▸ Stored data entries:
□ □ □

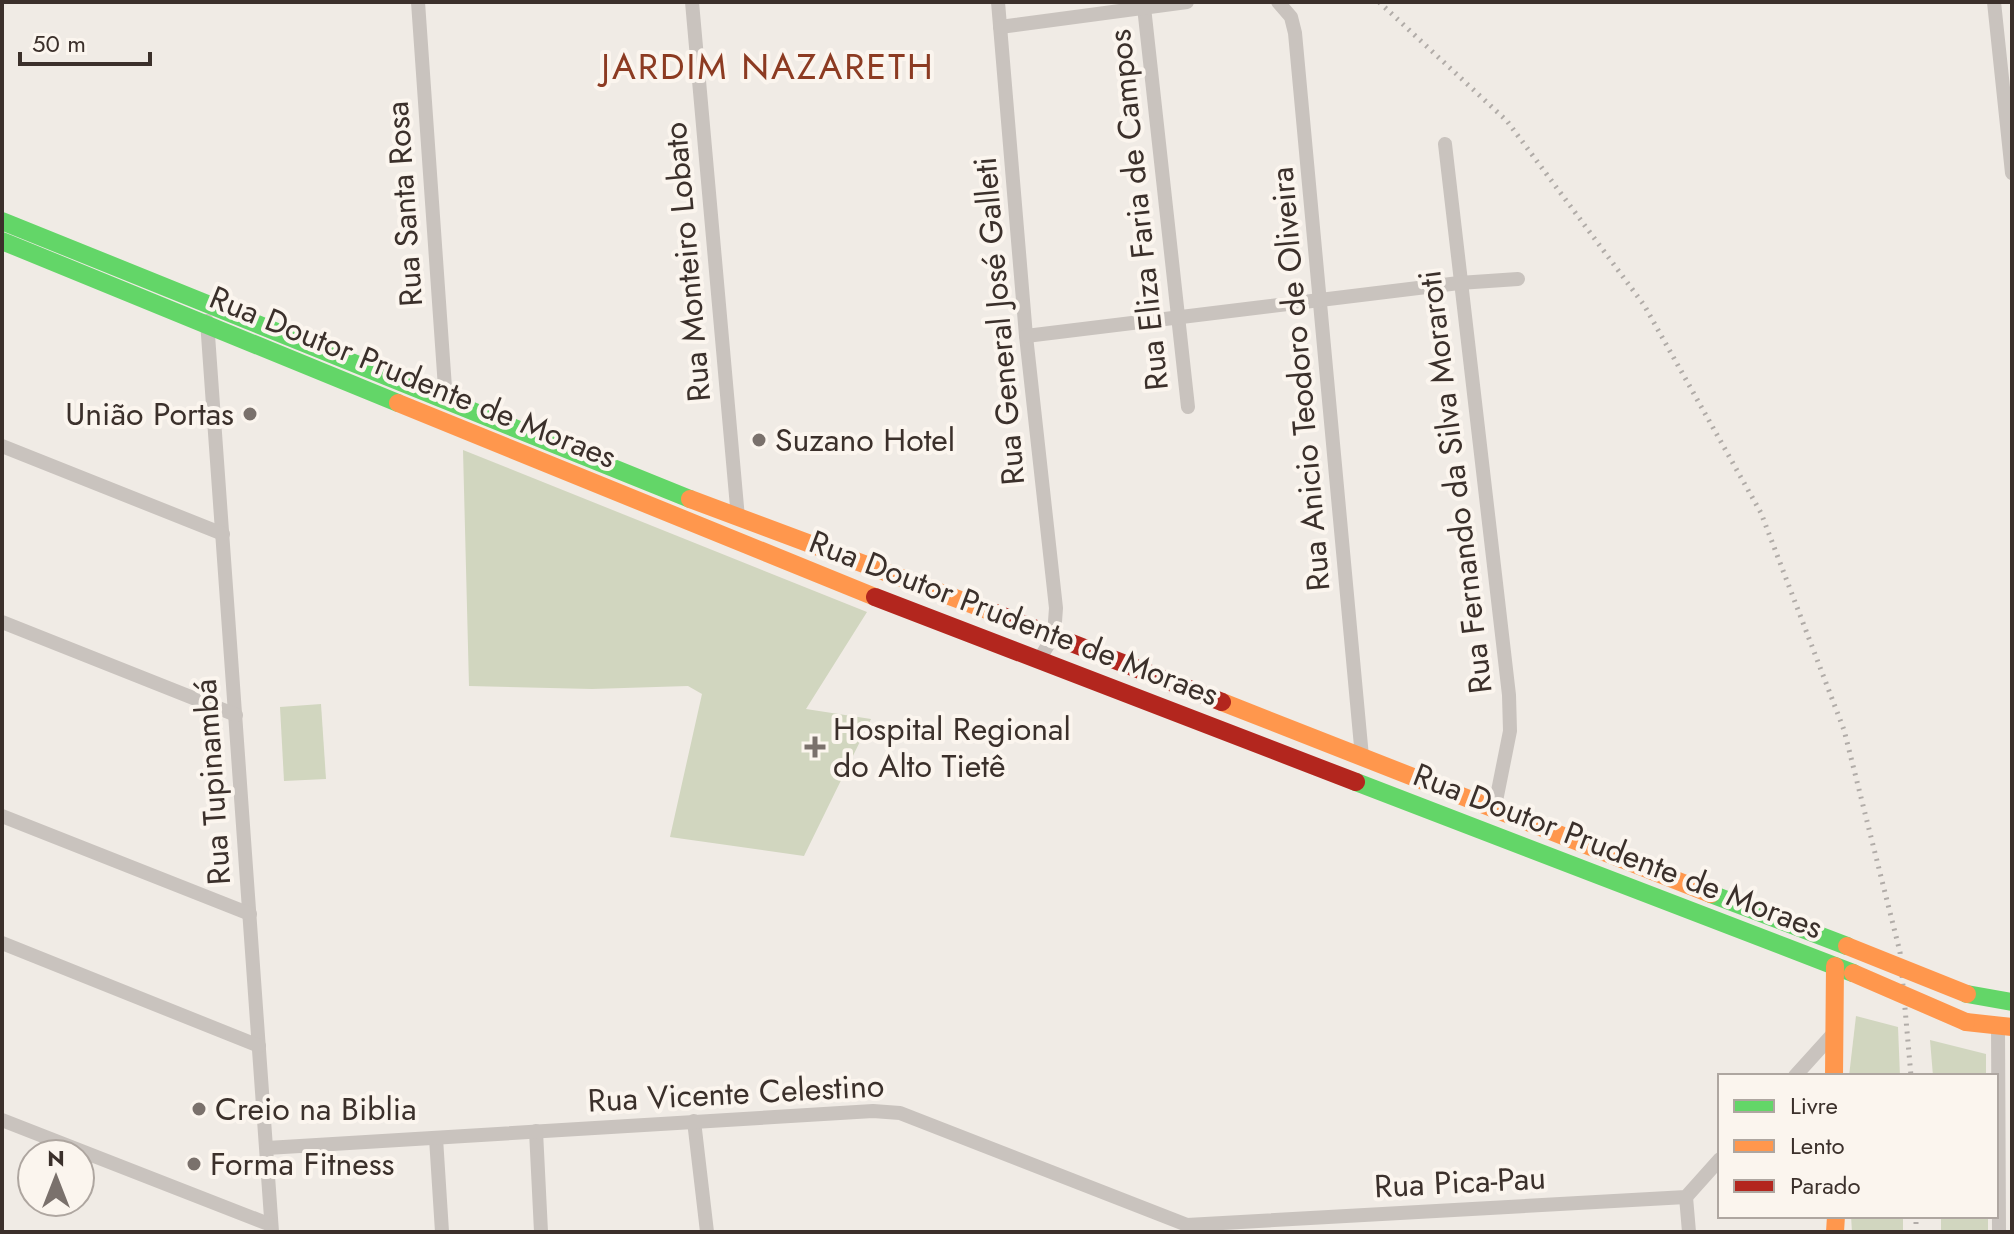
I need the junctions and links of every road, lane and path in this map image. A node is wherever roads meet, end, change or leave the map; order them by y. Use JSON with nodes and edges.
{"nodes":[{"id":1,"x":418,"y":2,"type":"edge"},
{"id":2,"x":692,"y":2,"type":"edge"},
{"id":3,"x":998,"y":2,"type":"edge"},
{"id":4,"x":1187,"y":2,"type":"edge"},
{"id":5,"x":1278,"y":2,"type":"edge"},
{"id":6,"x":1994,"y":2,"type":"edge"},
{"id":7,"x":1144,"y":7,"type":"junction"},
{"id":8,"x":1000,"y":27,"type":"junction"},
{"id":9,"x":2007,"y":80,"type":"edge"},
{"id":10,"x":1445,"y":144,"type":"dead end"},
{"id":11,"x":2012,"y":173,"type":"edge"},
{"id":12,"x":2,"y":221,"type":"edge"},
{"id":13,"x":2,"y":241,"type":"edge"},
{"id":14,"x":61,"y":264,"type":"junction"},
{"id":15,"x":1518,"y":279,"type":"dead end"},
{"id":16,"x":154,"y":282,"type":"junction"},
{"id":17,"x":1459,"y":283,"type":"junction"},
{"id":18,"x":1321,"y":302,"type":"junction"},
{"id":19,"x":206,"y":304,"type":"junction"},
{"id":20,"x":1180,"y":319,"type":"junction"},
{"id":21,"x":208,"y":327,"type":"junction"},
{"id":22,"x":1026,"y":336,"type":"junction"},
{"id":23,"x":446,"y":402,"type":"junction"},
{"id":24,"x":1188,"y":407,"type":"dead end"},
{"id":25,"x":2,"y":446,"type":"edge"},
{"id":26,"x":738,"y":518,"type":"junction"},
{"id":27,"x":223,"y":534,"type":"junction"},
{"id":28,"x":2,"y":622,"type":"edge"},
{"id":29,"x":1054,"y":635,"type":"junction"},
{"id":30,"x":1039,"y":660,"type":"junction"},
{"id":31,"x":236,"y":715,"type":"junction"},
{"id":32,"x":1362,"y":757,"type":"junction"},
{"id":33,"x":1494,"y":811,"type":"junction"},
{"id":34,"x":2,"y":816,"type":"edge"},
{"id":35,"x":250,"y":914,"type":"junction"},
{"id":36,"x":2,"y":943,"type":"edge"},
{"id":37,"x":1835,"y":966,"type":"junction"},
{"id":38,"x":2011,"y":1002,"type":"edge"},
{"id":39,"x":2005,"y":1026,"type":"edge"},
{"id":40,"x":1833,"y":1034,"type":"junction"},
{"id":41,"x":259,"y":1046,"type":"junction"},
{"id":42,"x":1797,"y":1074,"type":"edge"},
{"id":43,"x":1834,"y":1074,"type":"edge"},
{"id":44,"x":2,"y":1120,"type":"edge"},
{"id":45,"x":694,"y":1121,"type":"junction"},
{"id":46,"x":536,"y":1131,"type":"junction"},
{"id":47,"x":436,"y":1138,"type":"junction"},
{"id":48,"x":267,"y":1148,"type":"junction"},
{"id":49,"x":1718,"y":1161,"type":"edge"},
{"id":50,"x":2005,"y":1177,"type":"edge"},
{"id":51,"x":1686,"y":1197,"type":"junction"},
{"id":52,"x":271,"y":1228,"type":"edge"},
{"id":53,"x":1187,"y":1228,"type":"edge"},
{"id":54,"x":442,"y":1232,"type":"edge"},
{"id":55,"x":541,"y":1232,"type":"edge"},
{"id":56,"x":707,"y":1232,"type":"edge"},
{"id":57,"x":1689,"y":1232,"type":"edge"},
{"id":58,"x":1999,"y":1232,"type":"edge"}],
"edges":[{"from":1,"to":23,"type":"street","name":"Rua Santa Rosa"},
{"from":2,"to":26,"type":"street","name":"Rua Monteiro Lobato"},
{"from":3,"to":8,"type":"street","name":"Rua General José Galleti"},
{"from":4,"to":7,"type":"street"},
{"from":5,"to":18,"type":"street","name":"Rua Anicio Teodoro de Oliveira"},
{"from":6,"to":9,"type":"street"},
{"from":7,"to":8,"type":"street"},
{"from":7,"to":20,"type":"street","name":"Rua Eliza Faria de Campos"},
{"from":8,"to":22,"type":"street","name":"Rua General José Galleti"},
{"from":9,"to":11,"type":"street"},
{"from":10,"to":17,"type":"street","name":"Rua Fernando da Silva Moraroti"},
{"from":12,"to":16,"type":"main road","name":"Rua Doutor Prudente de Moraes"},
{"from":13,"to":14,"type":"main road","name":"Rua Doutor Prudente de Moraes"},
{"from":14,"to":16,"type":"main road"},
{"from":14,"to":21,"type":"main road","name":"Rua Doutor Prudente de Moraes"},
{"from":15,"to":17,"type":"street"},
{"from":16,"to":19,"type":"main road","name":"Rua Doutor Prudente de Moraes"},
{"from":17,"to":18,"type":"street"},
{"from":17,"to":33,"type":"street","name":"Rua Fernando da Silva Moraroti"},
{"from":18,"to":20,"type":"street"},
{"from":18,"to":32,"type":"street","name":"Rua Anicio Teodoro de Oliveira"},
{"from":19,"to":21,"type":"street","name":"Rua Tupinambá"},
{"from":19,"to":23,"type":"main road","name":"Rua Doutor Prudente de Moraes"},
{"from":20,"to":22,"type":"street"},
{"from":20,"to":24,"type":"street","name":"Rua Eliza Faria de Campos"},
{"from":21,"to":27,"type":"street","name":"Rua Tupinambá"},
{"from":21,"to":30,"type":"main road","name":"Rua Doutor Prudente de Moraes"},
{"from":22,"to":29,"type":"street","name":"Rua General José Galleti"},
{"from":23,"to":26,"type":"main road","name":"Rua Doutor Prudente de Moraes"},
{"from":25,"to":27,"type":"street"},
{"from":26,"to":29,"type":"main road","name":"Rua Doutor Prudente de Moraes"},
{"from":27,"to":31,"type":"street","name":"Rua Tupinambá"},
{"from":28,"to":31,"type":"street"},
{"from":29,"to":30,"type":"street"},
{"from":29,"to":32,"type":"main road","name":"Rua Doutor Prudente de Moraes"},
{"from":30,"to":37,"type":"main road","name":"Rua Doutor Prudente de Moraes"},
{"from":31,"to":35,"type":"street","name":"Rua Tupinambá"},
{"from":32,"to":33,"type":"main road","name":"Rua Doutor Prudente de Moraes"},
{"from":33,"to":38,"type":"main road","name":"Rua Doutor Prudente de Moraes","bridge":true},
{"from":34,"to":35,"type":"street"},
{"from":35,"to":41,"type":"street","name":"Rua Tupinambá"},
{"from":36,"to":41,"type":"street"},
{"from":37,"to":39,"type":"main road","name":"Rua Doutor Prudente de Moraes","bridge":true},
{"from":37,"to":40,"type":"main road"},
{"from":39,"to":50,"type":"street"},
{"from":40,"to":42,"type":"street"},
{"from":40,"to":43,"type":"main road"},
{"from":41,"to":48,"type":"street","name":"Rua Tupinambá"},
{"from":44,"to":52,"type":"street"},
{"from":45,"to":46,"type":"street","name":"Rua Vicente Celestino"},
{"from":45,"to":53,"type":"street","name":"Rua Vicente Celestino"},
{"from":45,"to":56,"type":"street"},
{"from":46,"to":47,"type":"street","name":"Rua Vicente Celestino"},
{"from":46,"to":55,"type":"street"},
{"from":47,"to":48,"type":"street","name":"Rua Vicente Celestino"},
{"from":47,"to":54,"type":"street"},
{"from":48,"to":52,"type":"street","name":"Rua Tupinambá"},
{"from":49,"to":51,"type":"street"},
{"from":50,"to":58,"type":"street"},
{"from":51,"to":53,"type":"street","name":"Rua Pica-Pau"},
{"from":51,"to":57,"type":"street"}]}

□ □ □

▸ What is required:
Of the lines in the data, report each one containing the string "Anicio".

▸ Exercise output:
{"from":5,"to":18,"type":"street","name":"Rua Anicio Teodoro de Oliveira"},
{"from":18,"to":32,"type":"street","name":"Rua Anicio Teodoro de Oliveira"},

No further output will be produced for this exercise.